Mais du fait de l’indisponibilité qu’elle provoque, elle gêne considérablement le débiteur. C’est pourquoi le législateur communautaire a prévu, dans l’article 62 de l’Acte Uniforme portant organisation des procédures simplifiées de recouvrement et des voies d’exécution, la possibilité, pour le débiteur, de faire cesser les effets de la saisie en demandant la mainlevée de la mesure obtenue par le créancier.
C’est ce texte qui a été appliqué par le Président du Tribunal de 1ère Instance de Cotonou dans l’ordonnance rendue le 20 février 2003.
L’affaire qui a donné lieu à cette décision était relativement simple. La Société Béninoise Maritime (SOBEMAR) qui se prétendait titulaire d’une créance sur la Société Pirate SARL avait pratiqué une saisie conservatoire sur la base d’une autorisation présidentielle. La société Pirate SARL, contre laquelle la mesure a été dirigée, a saisi le juge des référés d’une demande de mainlevée fondée sur ce qu’elle n’était nullement débitrice. Pour statuer sur la demande, le juge commence par constater que les conditions prévues pour le déclenchement d’une procédure de saisie conservatoire, notamment les conditions de l’article 54 AU/RVE, n’étaient pas réunies. En effet, selon lui, la créance dont se prévaut le saisissant n’est pas fondée en son principe « parce que n’étant pas certaine en son existence », de même que le saisissant ne peut justifier de circonstances de nature à menacer le recouvrement des créances, le saisi ayant toujours exécuté ses engagements.

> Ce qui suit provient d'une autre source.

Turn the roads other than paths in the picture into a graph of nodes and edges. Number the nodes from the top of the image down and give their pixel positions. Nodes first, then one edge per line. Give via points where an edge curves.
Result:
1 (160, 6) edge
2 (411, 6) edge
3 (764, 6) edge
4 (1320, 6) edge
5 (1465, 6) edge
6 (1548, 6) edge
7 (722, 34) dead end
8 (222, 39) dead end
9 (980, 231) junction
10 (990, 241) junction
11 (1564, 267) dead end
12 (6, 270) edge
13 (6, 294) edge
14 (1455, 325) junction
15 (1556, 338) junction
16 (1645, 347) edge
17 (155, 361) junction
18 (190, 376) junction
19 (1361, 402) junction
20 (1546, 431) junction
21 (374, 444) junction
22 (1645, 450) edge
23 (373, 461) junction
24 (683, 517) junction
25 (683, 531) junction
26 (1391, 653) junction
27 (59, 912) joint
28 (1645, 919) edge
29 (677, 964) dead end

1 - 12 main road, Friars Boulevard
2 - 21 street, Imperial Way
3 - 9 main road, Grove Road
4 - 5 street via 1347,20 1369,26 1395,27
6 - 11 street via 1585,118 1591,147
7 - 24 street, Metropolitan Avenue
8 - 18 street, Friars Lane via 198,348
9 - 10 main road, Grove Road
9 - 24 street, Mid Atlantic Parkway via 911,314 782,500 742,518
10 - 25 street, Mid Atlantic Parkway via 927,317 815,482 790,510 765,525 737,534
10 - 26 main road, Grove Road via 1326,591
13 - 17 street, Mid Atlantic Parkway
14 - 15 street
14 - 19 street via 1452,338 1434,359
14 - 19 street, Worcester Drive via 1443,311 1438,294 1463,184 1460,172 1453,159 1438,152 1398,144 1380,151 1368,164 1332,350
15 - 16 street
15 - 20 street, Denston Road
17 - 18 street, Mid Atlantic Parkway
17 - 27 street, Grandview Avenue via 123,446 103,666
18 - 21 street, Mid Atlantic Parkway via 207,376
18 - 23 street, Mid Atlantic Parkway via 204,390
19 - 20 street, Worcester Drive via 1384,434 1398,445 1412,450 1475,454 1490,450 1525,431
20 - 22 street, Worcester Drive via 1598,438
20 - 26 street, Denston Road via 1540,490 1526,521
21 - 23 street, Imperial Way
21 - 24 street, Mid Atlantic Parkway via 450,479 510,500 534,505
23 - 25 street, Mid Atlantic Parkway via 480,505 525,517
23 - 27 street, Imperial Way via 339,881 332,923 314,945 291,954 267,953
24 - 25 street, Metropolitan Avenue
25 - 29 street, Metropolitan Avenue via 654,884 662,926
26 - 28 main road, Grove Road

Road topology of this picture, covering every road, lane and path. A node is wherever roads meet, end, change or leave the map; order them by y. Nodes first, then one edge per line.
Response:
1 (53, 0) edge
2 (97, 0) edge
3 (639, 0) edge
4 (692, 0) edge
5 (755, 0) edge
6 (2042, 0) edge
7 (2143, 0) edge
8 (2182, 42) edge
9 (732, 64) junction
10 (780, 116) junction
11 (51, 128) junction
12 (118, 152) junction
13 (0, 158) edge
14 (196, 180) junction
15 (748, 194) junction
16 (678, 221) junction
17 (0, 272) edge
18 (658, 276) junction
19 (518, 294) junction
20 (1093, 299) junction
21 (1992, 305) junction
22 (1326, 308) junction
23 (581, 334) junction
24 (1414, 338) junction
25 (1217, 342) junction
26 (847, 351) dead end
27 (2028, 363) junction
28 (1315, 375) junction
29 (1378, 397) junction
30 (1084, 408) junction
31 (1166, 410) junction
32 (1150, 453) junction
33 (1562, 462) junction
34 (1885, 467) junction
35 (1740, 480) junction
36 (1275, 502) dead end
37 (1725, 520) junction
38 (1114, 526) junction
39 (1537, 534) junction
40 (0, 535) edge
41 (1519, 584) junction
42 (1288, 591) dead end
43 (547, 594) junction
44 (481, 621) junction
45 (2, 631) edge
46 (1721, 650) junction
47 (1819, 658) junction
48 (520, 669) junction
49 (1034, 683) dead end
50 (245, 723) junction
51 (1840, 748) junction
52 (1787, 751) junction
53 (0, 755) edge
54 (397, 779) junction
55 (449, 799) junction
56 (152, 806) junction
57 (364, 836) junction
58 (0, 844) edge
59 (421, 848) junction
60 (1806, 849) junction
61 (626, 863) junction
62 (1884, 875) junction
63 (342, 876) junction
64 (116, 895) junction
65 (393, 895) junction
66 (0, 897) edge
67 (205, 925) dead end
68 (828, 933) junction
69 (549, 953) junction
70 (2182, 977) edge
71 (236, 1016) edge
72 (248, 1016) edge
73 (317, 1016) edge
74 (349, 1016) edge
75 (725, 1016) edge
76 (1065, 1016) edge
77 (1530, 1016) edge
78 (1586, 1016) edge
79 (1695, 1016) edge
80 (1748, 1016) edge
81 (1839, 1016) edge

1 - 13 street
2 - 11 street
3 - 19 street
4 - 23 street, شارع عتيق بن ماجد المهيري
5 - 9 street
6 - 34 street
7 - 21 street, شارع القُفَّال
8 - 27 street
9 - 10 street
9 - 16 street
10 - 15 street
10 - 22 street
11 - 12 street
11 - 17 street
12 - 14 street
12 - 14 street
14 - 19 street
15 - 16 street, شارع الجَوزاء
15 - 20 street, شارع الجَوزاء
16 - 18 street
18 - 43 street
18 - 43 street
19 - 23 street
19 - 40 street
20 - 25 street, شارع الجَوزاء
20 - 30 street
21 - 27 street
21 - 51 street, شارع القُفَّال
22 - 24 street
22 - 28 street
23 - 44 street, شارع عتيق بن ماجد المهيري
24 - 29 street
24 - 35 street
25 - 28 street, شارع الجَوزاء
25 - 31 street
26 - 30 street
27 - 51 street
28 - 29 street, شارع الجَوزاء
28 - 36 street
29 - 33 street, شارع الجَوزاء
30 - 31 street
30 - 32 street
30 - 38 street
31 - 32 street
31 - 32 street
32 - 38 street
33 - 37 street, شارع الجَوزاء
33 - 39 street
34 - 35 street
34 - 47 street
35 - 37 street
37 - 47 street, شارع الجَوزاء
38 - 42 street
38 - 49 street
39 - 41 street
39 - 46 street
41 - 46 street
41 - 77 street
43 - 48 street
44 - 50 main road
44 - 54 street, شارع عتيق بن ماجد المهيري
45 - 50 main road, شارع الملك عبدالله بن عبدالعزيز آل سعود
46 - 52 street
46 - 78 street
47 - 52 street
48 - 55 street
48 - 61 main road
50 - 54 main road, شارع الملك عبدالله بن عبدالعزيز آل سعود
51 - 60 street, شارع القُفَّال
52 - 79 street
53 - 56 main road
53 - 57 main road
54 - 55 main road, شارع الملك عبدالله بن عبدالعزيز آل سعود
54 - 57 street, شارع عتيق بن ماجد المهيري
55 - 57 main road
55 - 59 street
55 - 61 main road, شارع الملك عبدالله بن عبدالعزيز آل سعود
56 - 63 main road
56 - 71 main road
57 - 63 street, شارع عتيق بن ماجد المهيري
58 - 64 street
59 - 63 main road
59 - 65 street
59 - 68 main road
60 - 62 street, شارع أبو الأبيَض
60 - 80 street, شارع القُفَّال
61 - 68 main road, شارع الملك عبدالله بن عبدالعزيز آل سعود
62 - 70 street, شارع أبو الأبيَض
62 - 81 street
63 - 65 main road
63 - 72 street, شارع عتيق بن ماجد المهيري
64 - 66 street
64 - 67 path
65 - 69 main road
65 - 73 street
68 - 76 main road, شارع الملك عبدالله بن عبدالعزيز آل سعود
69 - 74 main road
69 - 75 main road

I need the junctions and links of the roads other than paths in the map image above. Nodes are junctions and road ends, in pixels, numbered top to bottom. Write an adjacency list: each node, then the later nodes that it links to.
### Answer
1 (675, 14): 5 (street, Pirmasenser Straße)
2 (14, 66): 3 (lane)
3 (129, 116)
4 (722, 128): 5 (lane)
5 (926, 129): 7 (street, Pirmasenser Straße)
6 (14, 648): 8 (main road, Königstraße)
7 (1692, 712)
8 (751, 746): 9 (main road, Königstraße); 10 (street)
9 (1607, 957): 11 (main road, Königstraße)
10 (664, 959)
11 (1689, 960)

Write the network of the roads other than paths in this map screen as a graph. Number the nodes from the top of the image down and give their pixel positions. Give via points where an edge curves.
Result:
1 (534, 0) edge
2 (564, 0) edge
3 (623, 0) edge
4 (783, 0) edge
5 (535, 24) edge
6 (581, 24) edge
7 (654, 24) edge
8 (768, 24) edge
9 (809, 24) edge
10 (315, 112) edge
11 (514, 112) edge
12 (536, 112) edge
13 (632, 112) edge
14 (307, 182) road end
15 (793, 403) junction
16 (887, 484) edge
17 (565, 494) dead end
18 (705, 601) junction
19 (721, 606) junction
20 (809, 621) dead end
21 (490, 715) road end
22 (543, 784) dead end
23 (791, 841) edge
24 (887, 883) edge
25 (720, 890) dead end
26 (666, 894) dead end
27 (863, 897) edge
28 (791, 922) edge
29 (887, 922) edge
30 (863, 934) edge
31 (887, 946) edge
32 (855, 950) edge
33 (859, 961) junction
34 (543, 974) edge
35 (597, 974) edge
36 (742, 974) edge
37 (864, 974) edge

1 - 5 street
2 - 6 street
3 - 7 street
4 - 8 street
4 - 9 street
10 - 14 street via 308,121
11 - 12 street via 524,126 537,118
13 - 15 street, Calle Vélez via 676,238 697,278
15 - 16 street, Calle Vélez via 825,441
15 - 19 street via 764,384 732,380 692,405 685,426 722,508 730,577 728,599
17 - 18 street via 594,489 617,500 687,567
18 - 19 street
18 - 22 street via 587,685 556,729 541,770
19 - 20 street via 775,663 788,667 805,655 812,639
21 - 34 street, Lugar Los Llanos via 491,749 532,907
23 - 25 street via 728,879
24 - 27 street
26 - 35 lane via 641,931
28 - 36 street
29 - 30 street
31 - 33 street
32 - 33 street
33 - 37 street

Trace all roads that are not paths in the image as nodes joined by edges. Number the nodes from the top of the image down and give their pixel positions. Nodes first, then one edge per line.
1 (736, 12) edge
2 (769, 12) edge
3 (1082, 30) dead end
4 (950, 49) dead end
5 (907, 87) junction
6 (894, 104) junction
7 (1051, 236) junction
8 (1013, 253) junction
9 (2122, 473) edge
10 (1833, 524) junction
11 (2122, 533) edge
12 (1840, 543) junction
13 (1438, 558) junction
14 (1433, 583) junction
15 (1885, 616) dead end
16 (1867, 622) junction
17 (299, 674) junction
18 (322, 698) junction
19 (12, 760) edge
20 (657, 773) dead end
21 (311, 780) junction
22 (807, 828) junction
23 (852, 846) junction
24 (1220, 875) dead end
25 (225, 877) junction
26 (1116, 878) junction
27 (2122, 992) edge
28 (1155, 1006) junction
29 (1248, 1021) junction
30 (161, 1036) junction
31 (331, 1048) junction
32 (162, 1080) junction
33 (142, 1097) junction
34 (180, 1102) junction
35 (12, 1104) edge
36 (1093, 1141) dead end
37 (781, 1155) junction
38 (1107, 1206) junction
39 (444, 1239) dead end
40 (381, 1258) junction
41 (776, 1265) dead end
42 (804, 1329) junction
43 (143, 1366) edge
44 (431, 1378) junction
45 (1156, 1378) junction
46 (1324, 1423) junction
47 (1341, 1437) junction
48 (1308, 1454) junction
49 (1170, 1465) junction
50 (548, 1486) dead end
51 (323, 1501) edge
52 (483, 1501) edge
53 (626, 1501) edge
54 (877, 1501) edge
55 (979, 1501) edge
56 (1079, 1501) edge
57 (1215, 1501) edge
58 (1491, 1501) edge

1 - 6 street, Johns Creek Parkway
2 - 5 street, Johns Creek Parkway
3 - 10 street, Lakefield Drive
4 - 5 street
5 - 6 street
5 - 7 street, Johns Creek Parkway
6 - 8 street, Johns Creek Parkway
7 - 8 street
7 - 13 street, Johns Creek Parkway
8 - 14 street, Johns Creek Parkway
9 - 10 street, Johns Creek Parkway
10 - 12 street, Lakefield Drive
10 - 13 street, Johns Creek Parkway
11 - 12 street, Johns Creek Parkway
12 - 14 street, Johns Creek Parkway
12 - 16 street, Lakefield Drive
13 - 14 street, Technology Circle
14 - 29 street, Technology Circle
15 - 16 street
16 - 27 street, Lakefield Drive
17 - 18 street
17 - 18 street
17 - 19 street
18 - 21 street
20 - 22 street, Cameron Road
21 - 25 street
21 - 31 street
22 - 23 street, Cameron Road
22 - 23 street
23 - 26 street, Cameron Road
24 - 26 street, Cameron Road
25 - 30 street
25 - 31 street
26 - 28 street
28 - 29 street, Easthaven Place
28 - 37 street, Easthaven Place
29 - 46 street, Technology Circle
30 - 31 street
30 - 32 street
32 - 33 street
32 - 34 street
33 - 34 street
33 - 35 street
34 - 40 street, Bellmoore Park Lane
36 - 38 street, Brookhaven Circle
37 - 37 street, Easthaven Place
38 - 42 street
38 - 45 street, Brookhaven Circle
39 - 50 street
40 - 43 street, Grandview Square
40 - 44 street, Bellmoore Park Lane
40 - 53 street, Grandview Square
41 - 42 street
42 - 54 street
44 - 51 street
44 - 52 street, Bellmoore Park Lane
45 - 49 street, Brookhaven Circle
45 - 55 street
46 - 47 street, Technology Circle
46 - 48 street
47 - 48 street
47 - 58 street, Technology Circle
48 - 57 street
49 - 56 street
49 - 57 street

Il a ensuite, fort de cette constatation, ordonné la mainlevée de la saisie après avoir rappelé au passage, pour écarter sur ce point les allégations du saisissant qui contestait sa compétence, que la règle suivant laquelle les ordonnances de référé ne peuvent pas faire préjudice au principal ne signifie pas qu’il est interdit au juge des référés de prendre une mesure susceptible de causer un préjudice quelconque fût-il irréparable à l’une des parties, mais seulement que ce magistrat doit laisser intact le droit à la juridiction du fond de statuer sur le fond.
Cette ordonnance doit être approuvée tout au moins en ce qu’elle ordonne la mainlevée de la mesure. En effet, les conditions ne sont pas réunies lorsque la créance n’apparaît pas fondée en son principe ou lorsqu’il n’existe aucune circonstance de nature à menacer le recouvrement de la créance. Or d’après l’article 62 AUPSRVE, le débiteur peut faire cesser la mesure qui le frappe en en demandant la mainlevée dès lors que le créancier saisissant, qui est nécessairement entendu ou appelé, ne rapport pas la preuve de la réunion des conditions exigées.